*Source data*
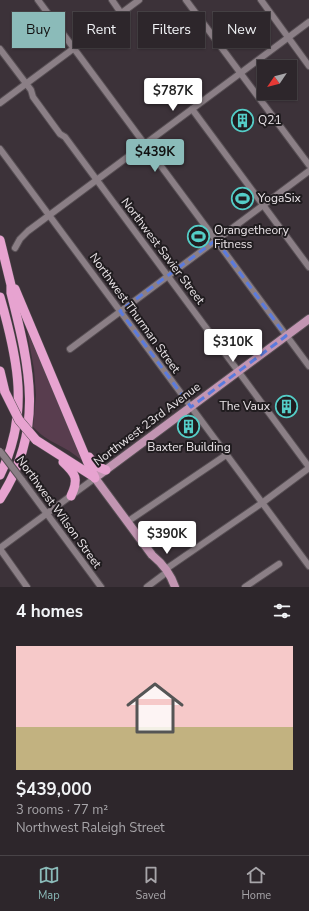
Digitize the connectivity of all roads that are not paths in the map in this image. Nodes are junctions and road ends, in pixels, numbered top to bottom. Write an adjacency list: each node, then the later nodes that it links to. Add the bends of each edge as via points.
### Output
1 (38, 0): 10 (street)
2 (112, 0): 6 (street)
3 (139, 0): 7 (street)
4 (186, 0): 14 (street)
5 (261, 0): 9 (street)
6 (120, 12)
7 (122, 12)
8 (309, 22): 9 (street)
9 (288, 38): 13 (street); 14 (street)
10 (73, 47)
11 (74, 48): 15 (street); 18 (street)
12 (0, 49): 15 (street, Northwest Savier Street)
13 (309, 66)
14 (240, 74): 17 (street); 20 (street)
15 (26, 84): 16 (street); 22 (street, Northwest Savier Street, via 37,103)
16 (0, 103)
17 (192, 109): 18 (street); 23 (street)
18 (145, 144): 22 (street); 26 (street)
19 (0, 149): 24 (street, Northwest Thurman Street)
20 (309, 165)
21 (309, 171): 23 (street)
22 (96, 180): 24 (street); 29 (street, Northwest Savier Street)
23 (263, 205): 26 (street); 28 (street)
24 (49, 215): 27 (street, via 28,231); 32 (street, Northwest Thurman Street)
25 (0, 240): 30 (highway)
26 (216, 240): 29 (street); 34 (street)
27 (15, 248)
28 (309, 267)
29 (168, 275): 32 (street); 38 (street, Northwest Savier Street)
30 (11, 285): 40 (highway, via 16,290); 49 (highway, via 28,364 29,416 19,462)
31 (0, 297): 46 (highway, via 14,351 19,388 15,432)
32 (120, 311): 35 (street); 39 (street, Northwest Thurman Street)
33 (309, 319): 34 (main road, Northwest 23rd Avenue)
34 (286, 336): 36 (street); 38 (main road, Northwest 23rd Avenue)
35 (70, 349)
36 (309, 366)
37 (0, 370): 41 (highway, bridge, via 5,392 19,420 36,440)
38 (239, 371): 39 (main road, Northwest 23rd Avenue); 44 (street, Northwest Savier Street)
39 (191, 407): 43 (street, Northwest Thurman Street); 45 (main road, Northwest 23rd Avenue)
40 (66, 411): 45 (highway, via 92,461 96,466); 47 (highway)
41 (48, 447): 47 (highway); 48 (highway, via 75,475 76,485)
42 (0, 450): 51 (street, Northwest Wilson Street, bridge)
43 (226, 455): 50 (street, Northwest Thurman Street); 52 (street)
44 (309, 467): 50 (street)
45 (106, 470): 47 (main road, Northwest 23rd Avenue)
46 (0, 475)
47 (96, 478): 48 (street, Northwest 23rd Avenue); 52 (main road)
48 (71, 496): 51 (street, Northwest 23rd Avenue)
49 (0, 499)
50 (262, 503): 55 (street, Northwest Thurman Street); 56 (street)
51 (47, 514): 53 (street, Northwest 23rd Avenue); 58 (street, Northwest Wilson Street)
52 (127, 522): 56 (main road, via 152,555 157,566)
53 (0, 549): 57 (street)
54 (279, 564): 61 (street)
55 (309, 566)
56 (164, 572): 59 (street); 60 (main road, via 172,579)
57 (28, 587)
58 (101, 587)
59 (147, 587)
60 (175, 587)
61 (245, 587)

*Required action*
Word for word, print all of the data; skip the pictures.

*Solution to this problem*
Digitize the connectivity of all roads that are not paths in the map in this image. Nodes are junctions and road ends, in pixels, numbered top to bottom. Write an adjacency list: each node, then the later nodes that it links to. Add the bends of each edge as via points.
### Output
1 (38, 0): 10 (street)
2 (112, 0): 6 (street)
3 (139, 0): 7 (street)
4 (186, 0): 14 (street)
5 (261, 0): 9 (street)
6 (120, 12)
7 (122, 12)
8 (309, 22): 9 (street)
9 (288, 38): 13 (street); 14 (street)
10 (73, 47)
11 (74, 48): 15 (street); 18 (street)
12 (0, 49): 15 (street, Northwest Savier Street)
13 (309, 66)
14 (240, 74): 17 (street); 20 (street)
15 (26, 84): 16 (street); 22 (street, Northwest Savier Street, via 37,103)
16 (0, 103)
17 (192, 109): 18 (street); 23 (street)
18 (145, 144): 22 (street); 26 (street)
19 (0, 149): 24 (street, Northwest Thurman Street)
20 (309, 165)
21 (309, 171): 23 (street)
22 (96, 180): 24 (street); 29 (street, Northwest Savier Street)
23 (263, 205): 26 (street); 28 (street)
24 (49, 215): 27 (street, via 28,231); 32 (street, Northwest Thurman Street)
25 (0, 240): 30 (highway)
26 (216, 240): 29 (street); 34 (street)
27 (15, 248)
28 (309, 267)
29 (168, 275): 32 (street); 38 (street, Northwest Savier Street)
30 (11, 285): 40 (highway, via 16,290); 49 (highway, via 28,364 29,416 19,462)
31 (0, 297): 46 (highway, via 14,351 19,388 15,432)
32 (120, 311): 35 (street); 39 (street, Northwest Thurman Street)
33 (309, 319): 34 (main road, Northwest 23rd Avenue)
34 (286, 336): 36 (street); 38 (main road, Northwest 23rd Avenue)
35 (70, 349)
36 (309, 366)
37 (0, 370): 41 (highway, bridge, via 5,392 19,420 36,440)
38 (239, 371): 39 (main road, Northwest 23rd Avenue); 44 (street, Northwest Savier Street)
39 (191, 407): 43 (street, Northwest Thurman Street); 45 (main road, Northwest 23rd Avenue)
40 (66, 411): 45 (highway, via 92,461 96,466); 47 (highway)
41 (48, 447): 47 (highway); 48 (highway, via 75,475 76,485)
42 (0, 450): 51 (street, Northwest Wilson Street, bridge)
43 (226, 455): 50 (street, Northwest Thurman Street); 52 (street)
44 (309, 467): 50 (street)
45 (106, 470): 47 (main road, Northwest 23rd Avenue)
46 (0, 475)
47 (96, 478): 48 (street, Northwest 23rd Avenue); 52 (main road)
48 (71, 496): 51 (street, Northwest 23rd Avenue)
49 (0, 499)
50 (262, 503): 55 (street, Northwest Thurman Street); 56 (street)
51 (47, 514): 53 (street, Northwest 23rd Avenue); 58 (street, Northwest Wilson Street)
52 (127, 522): 56 (main road, via 152,555 157,566)
53 (0, 549): 57 (street)
54 (279, 564): 61 (street)
55 (309, 566)
56 (164, 572): 59 (street); 60 (main road, via 172,579)
57 (28, 587)
58 (101, 587)
59 (147, 587)
60 (175, 587)
61 (245, 587)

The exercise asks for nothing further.